#### Assignment
Below are entries; count the lines among them that contain the word "edges", and give only the count.
(Source data Opens)
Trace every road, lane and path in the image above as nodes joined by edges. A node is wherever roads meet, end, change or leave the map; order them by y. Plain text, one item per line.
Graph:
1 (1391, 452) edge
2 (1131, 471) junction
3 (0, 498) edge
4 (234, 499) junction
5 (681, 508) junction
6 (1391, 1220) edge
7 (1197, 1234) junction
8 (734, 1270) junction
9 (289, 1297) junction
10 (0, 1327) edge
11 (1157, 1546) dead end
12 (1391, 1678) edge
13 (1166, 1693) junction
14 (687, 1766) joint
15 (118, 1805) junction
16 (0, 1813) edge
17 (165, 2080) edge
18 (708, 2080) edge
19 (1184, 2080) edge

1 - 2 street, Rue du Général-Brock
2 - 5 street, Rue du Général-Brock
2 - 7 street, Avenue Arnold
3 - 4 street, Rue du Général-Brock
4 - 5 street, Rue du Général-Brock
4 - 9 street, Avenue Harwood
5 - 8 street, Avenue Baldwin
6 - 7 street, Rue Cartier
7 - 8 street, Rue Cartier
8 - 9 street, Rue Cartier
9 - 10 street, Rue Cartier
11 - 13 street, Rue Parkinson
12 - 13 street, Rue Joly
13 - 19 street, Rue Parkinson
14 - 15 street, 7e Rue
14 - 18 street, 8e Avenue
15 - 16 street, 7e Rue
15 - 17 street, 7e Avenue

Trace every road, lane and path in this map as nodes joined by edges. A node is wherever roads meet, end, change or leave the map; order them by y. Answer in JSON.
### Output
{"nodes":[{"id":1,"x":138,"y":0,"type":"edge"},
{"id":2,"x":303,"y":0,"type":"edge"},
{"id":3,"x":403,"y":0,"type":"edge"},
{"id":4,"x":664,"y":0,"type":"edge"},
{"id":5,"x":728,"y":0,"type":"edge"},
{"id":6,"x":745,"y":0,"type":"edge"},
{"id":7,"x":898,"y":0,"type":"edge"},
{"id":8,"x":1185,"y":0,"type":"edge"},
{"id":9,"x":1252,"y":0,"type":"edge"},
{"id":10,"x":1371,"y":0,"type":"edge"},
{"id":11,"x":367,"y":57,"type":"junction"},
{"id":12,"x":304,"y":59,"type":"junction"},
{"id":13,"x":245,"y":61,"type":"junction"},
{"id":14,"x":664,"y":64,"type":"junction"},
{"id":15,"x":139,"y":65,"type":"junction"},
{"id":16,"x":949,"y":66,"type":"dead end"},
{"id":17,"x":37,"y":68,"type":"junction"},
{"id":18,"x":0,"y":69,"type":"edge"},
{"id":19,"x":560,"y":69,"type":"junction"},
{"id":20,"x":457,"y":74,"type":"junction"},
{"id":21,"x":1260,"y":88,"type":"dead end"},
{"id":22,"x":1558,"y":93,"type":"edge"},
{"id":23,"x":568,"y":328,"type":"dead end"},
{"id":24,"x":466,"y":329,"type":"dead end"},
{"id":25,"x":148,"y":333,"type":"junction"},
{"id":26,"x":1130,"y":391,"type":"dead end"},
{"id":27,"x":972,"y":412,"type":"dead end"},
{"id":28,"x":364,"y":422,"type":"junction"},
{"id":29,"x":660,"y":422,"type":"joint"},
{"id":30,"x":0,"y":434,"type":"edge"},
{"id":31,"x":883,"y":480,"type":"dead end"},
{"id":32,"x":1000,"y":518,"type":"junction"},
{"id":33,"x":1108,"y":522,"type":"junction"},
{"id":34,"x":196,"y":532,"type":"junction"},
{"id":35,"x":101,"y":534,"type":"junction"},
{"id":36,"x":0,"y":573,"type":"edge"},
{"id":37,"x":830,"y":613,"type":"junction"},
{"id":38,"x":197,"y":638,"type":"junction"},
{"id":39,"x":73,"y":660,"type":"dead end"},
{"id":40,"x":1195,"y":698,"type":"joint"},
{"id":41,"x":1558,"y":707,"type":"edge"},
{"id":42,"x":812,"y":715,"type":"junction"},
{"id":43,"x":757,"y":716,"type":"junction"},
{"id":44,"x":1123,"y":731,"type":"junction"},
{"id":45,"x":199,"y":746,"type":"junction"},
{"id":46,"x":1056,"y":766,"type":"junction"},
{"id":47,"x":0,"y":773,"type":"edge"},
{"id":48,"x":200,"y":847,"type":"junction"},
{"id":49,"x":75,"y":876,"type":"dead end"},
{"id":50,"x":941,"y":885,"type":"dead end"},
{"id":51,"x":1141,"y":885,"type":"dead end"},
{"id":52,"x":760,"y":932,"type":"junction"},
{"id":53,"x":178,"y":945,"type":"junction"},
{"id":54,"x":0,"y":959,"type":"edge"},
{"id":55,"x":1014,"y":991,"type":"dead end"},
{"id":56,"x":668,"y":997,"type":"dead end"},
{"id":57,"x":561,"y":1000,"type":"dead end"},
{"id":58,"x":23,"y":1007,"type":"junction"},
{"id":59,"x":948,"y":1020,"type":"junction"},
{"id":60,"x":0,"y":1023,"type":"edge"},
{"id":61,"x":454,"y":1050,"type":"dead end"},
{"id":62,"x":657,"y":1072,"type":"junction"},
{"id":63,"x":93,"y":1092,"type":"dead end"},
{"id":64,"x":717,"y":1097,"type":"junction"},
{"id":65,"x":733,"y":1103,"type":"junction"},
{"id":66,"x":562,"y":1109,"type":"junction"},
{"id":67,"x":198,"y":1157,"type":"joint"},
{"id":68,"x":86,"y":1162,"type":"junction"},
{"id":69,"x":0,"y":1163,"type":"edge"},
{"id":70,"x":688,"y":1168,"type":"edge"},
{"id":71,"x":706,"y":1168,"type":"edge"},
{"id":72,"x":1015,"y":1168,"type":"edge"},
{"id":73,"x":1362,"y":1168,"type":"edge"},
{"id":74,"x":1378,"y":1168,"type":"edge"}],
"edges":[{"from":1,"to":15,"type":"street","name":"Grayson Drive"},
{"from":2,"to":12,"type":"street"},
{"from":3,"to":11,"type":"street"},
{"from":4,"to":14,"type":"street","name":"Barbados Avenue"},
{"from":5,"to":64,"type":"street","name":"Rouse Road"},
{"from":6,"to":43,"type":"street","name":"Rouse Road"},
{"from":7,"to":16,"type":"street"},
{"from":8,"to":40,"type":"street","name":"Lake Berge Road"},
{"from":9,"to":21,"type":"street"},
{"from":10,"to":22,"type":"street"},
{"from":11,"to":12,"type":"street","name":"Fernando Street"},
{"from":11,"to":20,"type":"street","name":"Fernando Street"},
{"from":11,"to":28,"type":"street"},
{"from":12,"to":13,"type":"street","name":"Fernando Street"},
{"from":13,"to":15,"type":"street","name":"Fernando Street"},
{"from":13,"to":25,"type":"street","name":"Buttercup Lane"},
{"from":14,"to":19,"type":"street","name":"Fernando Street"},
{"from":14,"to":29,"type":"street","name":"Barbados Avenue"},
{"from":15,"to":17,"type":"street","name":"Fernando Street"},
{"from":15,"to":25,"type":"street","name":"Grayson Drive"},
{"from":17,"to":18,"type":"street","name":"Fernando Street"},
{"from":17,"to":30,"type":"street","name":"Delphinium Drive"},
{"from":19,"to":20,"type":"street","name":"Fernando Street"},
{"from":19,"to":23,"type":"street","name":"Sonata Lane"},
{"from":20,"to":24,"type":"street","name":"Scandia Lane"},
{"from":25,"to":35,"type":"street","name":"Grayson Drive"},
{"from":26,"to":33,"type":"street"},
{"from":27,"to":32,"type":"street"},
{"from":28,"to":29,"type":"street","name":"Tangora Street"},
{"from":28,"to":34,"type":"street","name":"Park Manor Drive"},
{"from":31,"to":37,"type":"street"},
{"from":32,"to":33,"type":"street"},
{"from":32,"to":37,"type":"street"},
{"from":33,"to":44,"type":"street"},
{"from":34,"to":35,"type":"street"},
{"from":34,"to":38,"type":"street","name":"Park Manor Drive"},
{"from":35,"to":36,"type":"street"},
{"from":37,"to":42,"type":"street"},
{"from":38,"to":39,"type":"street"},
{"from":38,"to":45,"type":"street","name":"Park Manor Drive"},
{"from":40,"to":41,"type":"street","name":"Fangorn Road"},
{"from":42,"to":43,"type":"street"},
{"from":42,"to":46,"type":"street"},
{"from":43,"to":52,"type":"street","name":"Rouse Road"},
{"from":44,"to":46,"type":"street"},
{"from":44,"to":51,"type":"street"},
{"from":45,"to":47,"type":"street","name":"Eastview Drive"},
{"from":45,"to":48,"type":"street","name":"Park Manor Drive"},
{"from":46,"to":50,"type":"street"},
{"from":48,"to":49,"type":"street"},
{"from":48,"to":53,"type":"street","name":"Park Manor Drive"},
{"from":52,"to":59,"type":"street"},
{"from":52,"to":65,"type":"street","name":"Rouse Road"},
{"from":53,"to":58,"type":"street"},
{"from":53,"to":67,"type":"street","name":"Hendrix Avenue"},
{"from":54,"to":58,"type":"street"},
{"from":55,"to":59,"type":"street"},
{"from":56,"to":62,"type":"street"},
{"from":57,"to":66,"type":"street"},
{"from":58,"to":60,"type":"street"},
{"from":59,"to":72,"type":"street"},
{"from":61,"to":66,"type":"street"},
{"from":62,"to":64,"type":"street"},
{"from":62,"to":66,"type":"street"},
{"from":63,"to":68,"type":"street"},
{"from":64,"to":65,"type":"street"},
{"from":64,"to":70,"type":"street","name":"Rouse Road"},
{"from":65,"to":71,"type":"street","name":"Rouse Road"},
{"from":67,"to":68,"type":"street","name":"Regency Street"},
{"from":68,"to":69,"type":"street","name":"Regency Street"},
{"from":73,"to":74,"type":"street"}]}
(Source data Closes)
#### Result
3